Tag Archives: Performance

How to prove your IaaS Cluster is fast

This post is part of Operationalize Your World program. Do read it first so you get the context.

You provide IaaS to your customers. A cluster, be it VMware vSphere Cluster or Microsoft Hyper-V Cluster, is a key component to this service offering. In hyper-converged era, your cluster does storage too. You take time to architect it, making sure all best practices are considered. You also consider performance and ensure it’s not a slow system.

Why is it then, when a VM owner complains that her VM is slow and she blames your infrastructure, you start troubleshooting? Doesn’t that show your lack of confidence in your own creation? If your cluster is indeed fast, why can’t you just show it and be done in 60 seconds?

Worth pondering, isn’t it? 😉

It’s hard to reach formal agreement with customers quickly and consistently when the line is not clearly drawn.
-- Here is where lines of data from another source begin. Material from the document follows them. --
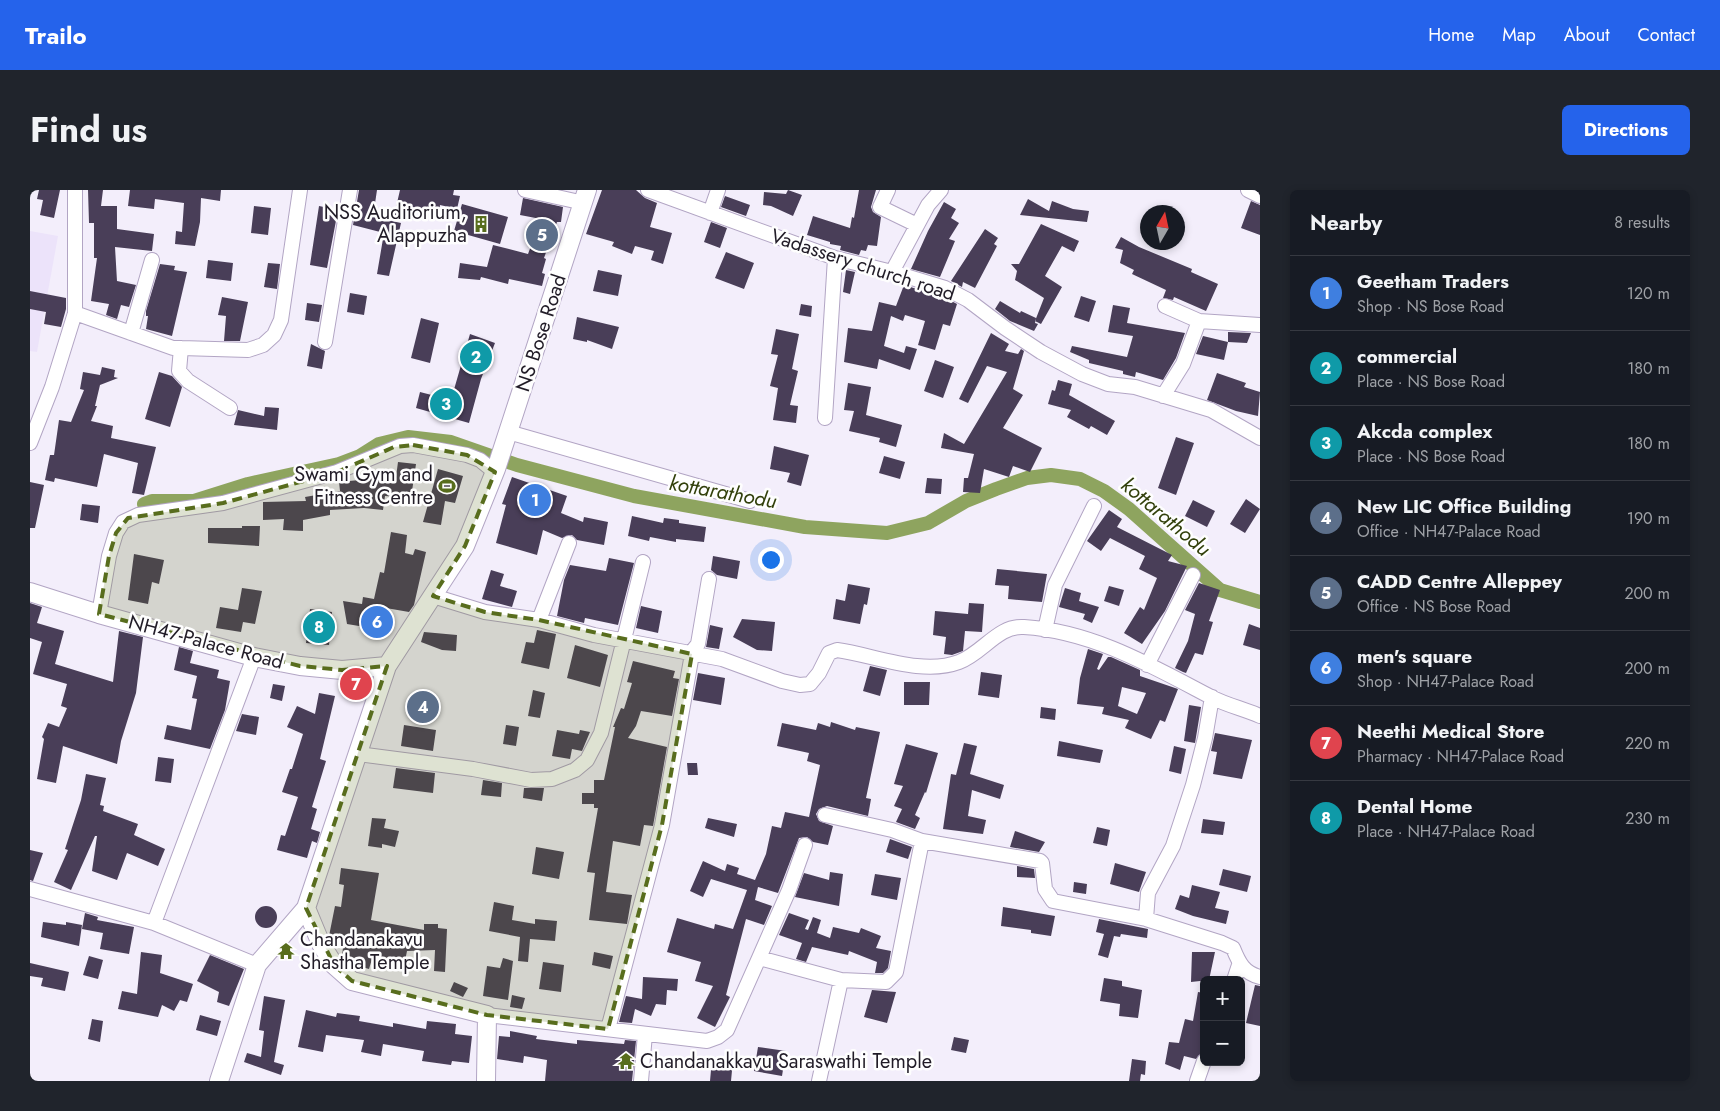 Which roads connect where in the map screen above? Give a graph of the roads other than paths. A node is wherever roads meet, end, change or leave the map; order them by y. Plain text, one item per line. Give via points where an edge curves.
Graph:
1 (75, 190) edge
2 (300, 190) edge
3 (350, 190) edge
4 (525, 190) edge
5 (648, 190) edge
6 (718, 190) edge
7 (888, 190) edge
8 (941, 190) edge
9 (1248, 190) edge
10 (1260, 196) edge
11 (586, 197) edge
12 (710, 213) junction
13 (917, 225) junction
14 (835, 258) junction
15 (152, 260) dead end
16 (892, 272) junction
17 (1165, 306) dead end
18 (75, 313) junction
19 (1199, 321) junction
20 (1260, 325) edge
21 (131, 333) junction
22 (324, 342) dead end
23 (180, 348) junction
24 (1163, 396) junction
25 (230, 408) dead end
26 (825, 418) dead end
27 (1260, 438) edge
28 (506, 440) junction
29 (30, 443) edge
30 (495, 470) junction
31 (750, 501) dead end
32 (1094, 506) dead end
33 (569, 543) dead end
34 (643, 562) dead end
35 (1193, 574) dead end
36 (710, 579) dead end
37 (30, 592) edge
38 (433, 596) junction
39 (99, 614) junction
40 (539, 620) junction
41 (1045, 630) junction
42 (623, 640) junction
43 (691, 654) junction
44 (254, 657) junction
45 (1147, 665) junction
46 (387, 666) junction
47 (1212, 697) junction
48 (1260, 716) edge
49 (358, 754) junction
50 (825, 815) dead end
51 (922, 841) junction
52 (806, 845) dead end
53 (30, 889) edge
54 (306, 908) junction
55 (1146, 919) junction
56 (154, 923) junction
57 (759, 958) junction
58 (1239, 965) junction
59 (257, 966) junction
60 (1235, 976) edge
61 (1260, 977) edge
62 (841, 980) junction
63 (488, 1015) junction
64 (608, 1029) junction
65 (645, 1034) junction
66 (1202, 1066) edge
67 (219, 1081) edge
68 (486, 1081) edge
69 (641, 1081) edge
70 (818, 1081) edge
71 (1197, 1081) edge

1 - 18 street
2 - 23 street via 281,320 274,335 263,345 248,350
3 - 22 street
4 - 11 street
5 - 12 street, Vadassery church road
6 - 12 street
7 - 13 street via 880,207
8 - 13 street
9 - 10 street
11 - 28 main road, NS Bose Road
12 - 14 street, Vadassery church road
13 - 16 street
14 - 16 street, Vadassery church road
14 - 26 street
15 - 21 street
16 - 24 street, Vadassery church road via 945,288 968,300 1034,347 1082,374 1108,384 1135,387
17 - 19 street
18 - 21 street
18 - 29 street
19 - 20 street
19 - 24 street via 1184,364
21 - 23 street
23 - 25 street via 179,371 188,381
24 - 27 street, Vadassery church road via 1211,410
28 - 30 main road, NS Bose Road
28 - 31 street
30 - 38 main road, NS Bose Road via 465,546
30 - 39 street via 467,455 413,445 400,446 337,472 223,503 128,518 116,533 109,556
32 - 41 street via 1055,585
33 - 40 street
34 - 42 street
35 - 45 street
36 - 43 street via 698,644
37 - 39 main road, NH47-Palace Road
38 - 40 street via 485,612
38 - 46 main road, NS Bose Road
39 - 44 main road, NH47-Palace Road
40 - 42 street
41 - 43 street via 1023,627 1002,631 959,662 935,665 911,666 836,650 829,653 810,684 800,685 722,659
41 - 45 street via 1099,642
42 - 43 street
42 - 49 street via 601,733 587,760 575,770 552,779 531,780
43 - 64 street via 662,825
44 - 46 main road, NH47-Palace Road via 342,670
44 - 56 street
45 - 47 street
46 - 49 main road, NS Bose Road
47 - 48 street
47 - 55 street via 1193,785 1173,846 1148,893
49 - 54 main road, NS Bose Road
50 - 51 street via 892,830
51 - 55 street via 1040,861 1045,889 1053,901
51 - 62 street via 896,972 886,982
52 - 57 street
53 - 56 street
54 - 59 main road
54 - 63 main road via 334,966 352,981
55 - 58 street via 1233,948
56 - 59 street
57 - 62 street
57 - 65 street via 727,1030 718,1037 707,1041
58 - 60 street
58 - 61 street
59 - 67 main road
62 - 70 street
63 - 64 street
63 - 68 main road
64 - 65 street
65 - 69 street
66 - 71 street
If you have disagreement with your customers, especially paying customers, guess who win 🙂

You need to be able to show something like this.

In the above chart, there is a threshold. It defines what is acceptable level of performance. It quantifies what exactly you mean when you promise “fast”. It is your Performance SLA. Review this if you need more details.

You assure them it will be fast, and you’ve got it backup with measureable metrics. You prove that with the 2nd line. That’s the actual performance. Fast or not is no longer debatable.

You measure performance every 5 minutes, not every hour. In a month, that is 12 x 24 x 30 = 8650 proofs. Having that many data points backing you up helps in showing that you’re doing your job.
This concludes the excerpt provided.